<< problem 273 - Sum of Squares A Modified Collatz sequence - problem 277 >>

# Problem 274: Divisibility Multipliers

For each integer p > 1 coprime to 10 there is a positive divisibility multiplier m < p which preserves divisibility by p
for the following function on any positive integer, n:

f(n) = (all but the last digit of n) + (the last digit of n) * m

That is, if m is the divisibility multiplier for p, then f(n) is divisible by p if and only if n is divisible by p.

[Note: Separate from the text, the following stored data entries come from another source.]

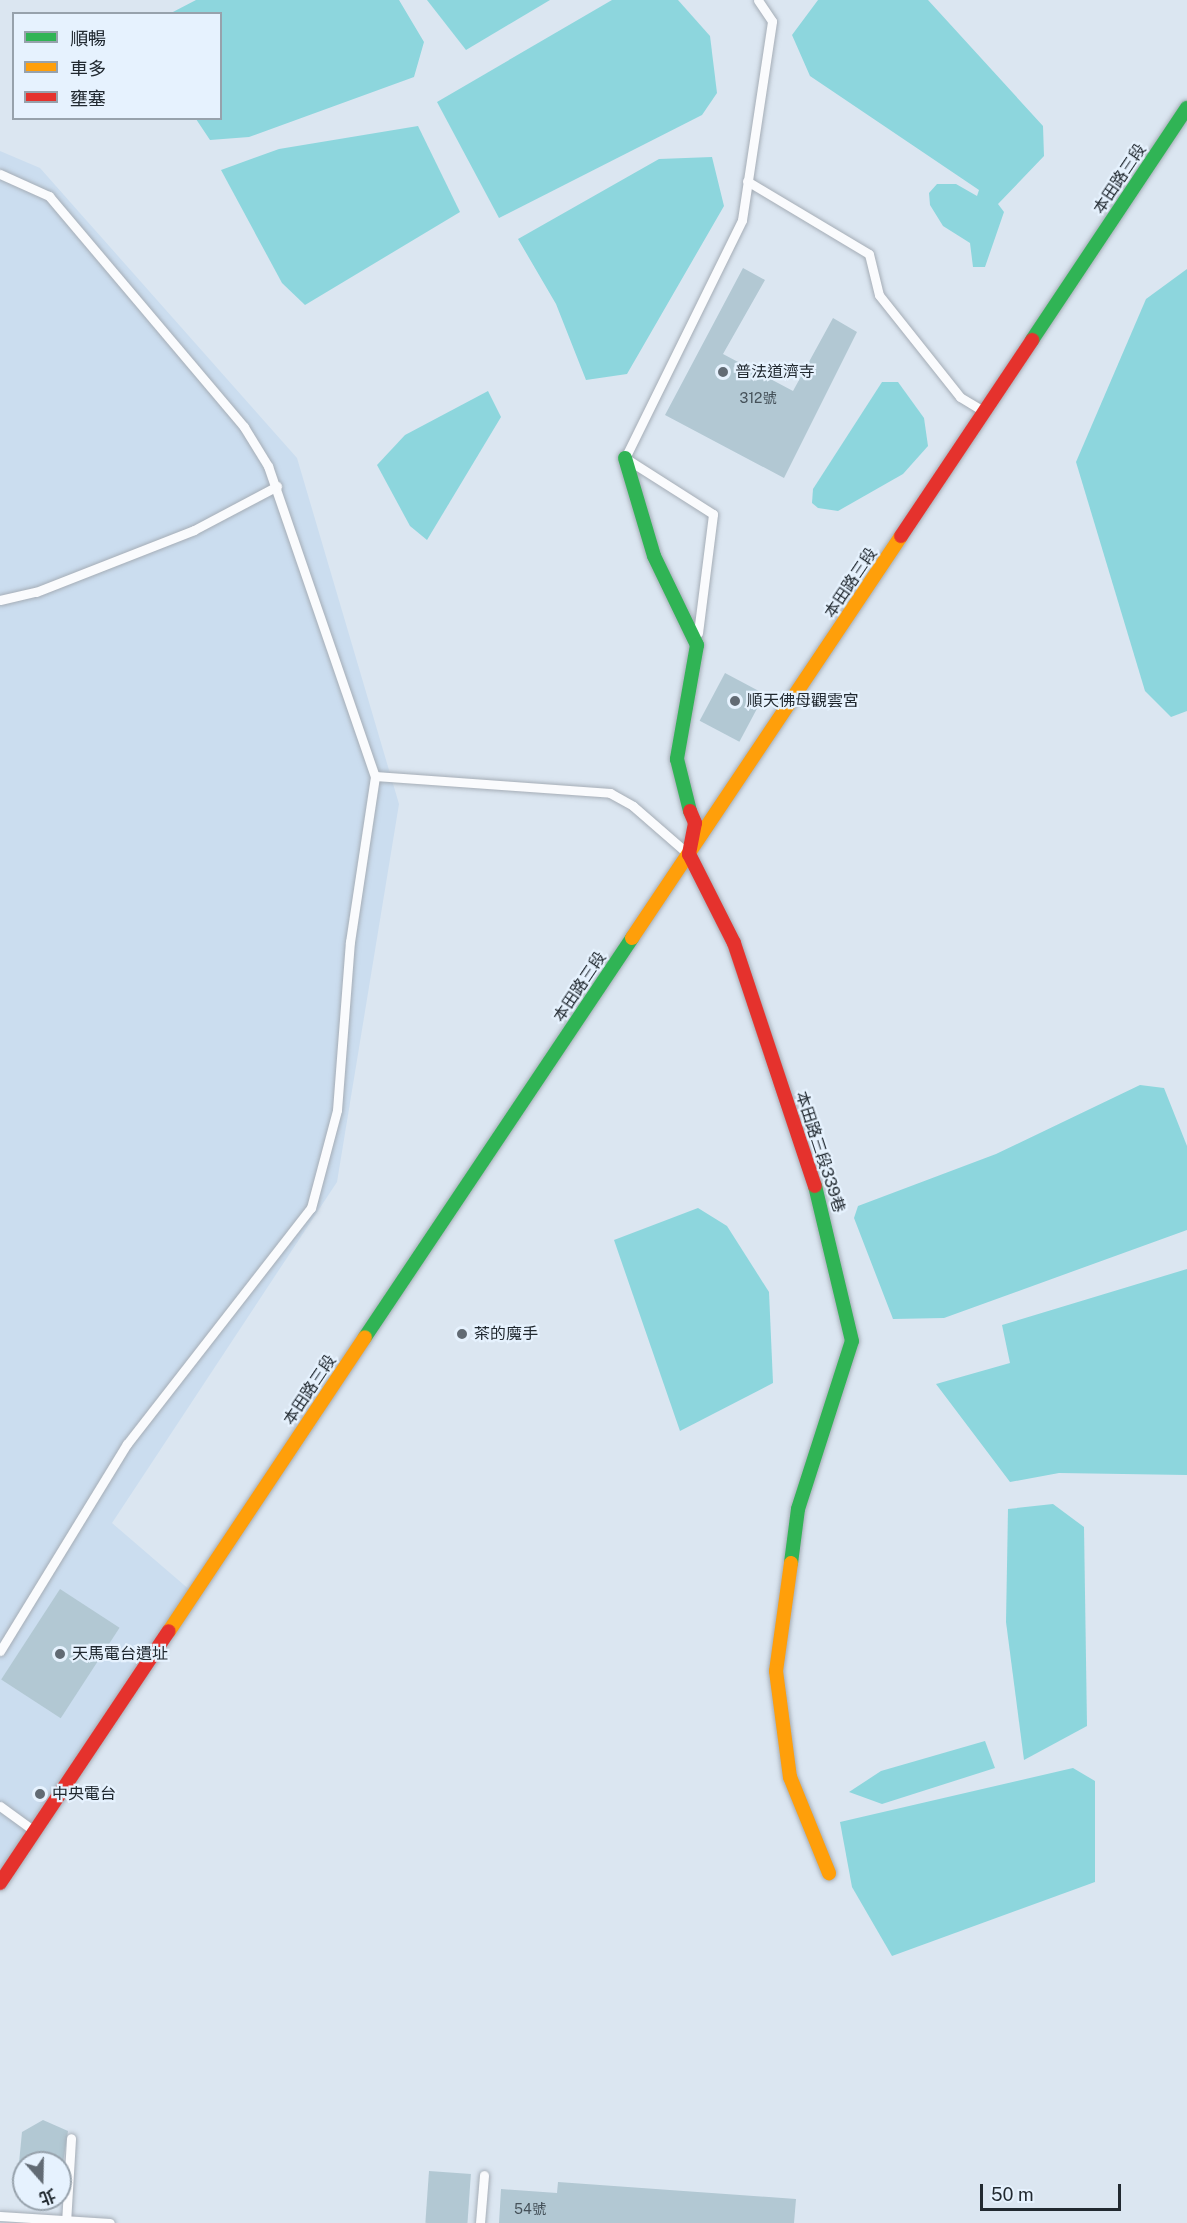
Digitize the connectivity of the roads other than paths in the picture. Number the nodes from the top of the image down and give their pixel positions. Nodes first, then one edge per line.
1 (759, 0) edge
2 (1187, 108) edge
3 (0, 174) edge
4 (747, 181) junction
5 (985, 412) junction
6 (626, 458) junction
7 (277, 486) junction
8 (0, 600) edge
9 (697, 645) junction
10 (375, 776) junction
11 (689, 854) junction
12 (0, 1651) edge
13 (0, 1806) edge
14 (34, 1831) junction
15 (829, 1873) dead end
16 (0, 1883) edge
17 (71, 2138) dead end
18 (484, 2175) dead end
19 (0, 2216) edge
20 (66, 2222) edge
21 (110, 2223) edge
22 (480, 2223) edge

1 - 4 lane
2 - 5 street, 本田路三段
3 - 7 lane
4 - 5 lane
4 - 6 lane
5 - 11 street, 本田路三段
6 - 9 street
6 - 9 lane
7 - 8 lane
7 - 10 lane
9 - 11 street
10 - 11 lane
10 - 12 lane
11 - 14 street, 本田路三段
11 - 15 street, 本田路三段339巷
13 - 14 lane
14 - 16 street, 本田路三段
17 - 20 lane
18 - 22 lane
19 - 20 lane
20 - 21 lane

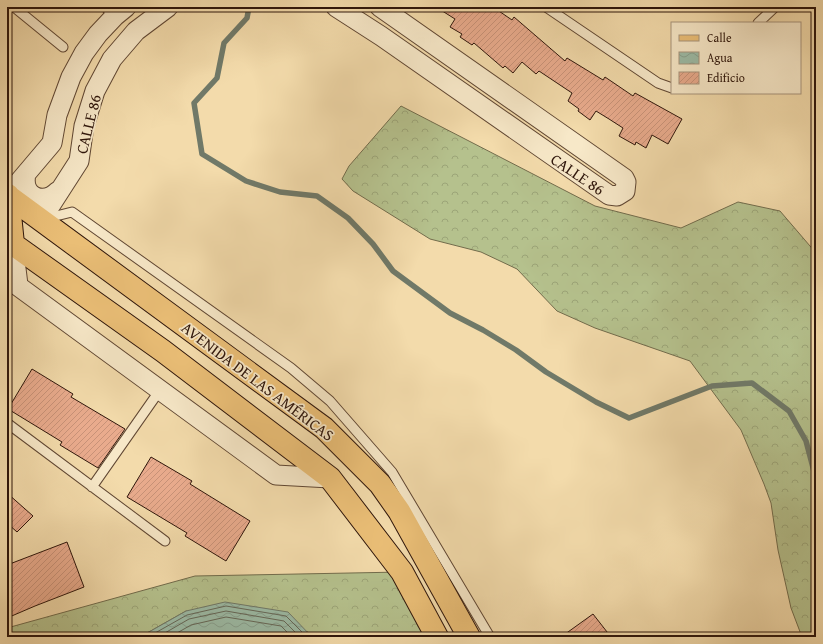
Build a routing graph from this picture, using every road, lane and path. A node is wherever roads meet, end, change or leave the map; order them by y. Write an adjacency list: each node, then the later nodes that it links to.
1 (14, 7): 10 (lane)
2 (168, 7): 13 (street, CALLE 86)
3 (336, 7): 9 (street, CALLE 86)
4 (546, 7): 11 (lane)
5 (774, 7): 8 (lane)
6 (115, 10): 12 (street, CALLE 86)
7 (392, 10): 9 (street); 9 (street, CALLE 86)
8 (759, 22)
9 (381, 36)
10 (62, 47)
11 (671, 88)
12 (26, 174): 13 (street); 14 (street, CALLE 86)
13 (58, 191): 15 (street, CALLE 86)
14 (7, 195): 15 (main road, AVENIDA DE LAS AMÉRICAS); 16 (main road)
15 (41, 220): 16 (main road); 24 (main road, AVENIDA DE LAS AMÉRICAS); 25 (lane)
16 (9, 230): 17 (street); 20 (main road)
17 (10, 280): 18 (street)
18 (160, 390): 20 (street); 21 (lane)
19 (7, 423): 21 (lane)
20 (330, 478): 23 (main road)
21 (92, 487): 22 (lane)
22 (165, 541)
23 (437, 637)
24 (469, 637)
25 (490, 637)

(When n is much larger than p, f(n) will be less than n and repeated application of f provides a multiplicative divisibility test for p.)

For example, the divisibility multiplier for 113 is 34.

f(76275) = 7627 + 5 * 34 = 7797 : 76275 and 7797 are both divisible by 113
f(12345) = 1234 + 5 * 34 = 1404 : 12345 and 1404 are both not divisible by 113

The sum of the divisibility multipliers for the primes that are coprime to 10 and less than 1000 is 39517.
What is the sum of the divisibility multipliers for the primes that are coprime to 10 and less than 107?

# My Algorithm

Oops, I didn't understand the problem statement - and had to read it five times until I truly knew what Project Euler is asking for:

• if n is a multiple of p then f(n) is a multiple of p, too
• if n isn't a multiple of p then f(n) isn't a multiple of p as well
A more formal way to describe n and f(n) is:
(1) n = 10a + b
(2) f(n) = a + bm
If n is a multiple of p:
(3) n == 0 mod p therefore 10a + b == 0 mod p
(4) f(n) == 0 mod p therefore a + bm == 0 mod p

I picked a few random numbers and got lucky:
(5) 10a + b == a + bm
(6) n == a + bm
(7) n - a == bm
(8) dfrac{n - a}{b} == m
To my surprise the result was wrong for the sum of all prime n up to 1000 !
It turns out I forgot that equations (5) to (8) are simply wrong because I replaced f(n) by n and they are missing mod p.
That happens when I start thinking about a Project Euler problem after a long day at work ...

Then I wrote the brute-force routine findM which iterates over several multiples of p until it finds some m.
For performance reasons I abort after just 10 iterations - and this time the result is correct for n < 1000 (even for bigger n but then findM becomes slow).
An interesting observation was that equations (5) are actually working if the last digit is not 7 !
I can't (and won't) prove that because I'm a software engineer and not a mathematician but there is probably an elegant way.

So what's the problem with lastDigit = 7 ?
Let's start again and find some equations based on (1) to (4):
(3) 10a + b == 0 mod p (just repeated from above)
(9) 10a == -b mod p

(4) a + bm == 0 mod p (just repeated from above)
(10) 10 * (a + bm) == 0 mod p
(11) 10a + 10bm == 0 mod p

Merging (9) and (11):
(12) -b + 10bm == 0 mod p
(13) b * (10m - 1) == 0 mod p

This should be valid for every b, even for b = 1:
(14) 10m - 1 == 0 mod p
(15) 10m = 1 mod p

If m is the modular inverse of 10 mod p then f(n) is a multiple of p.
So it all boils down to adding the modular inverses of 10 for each n.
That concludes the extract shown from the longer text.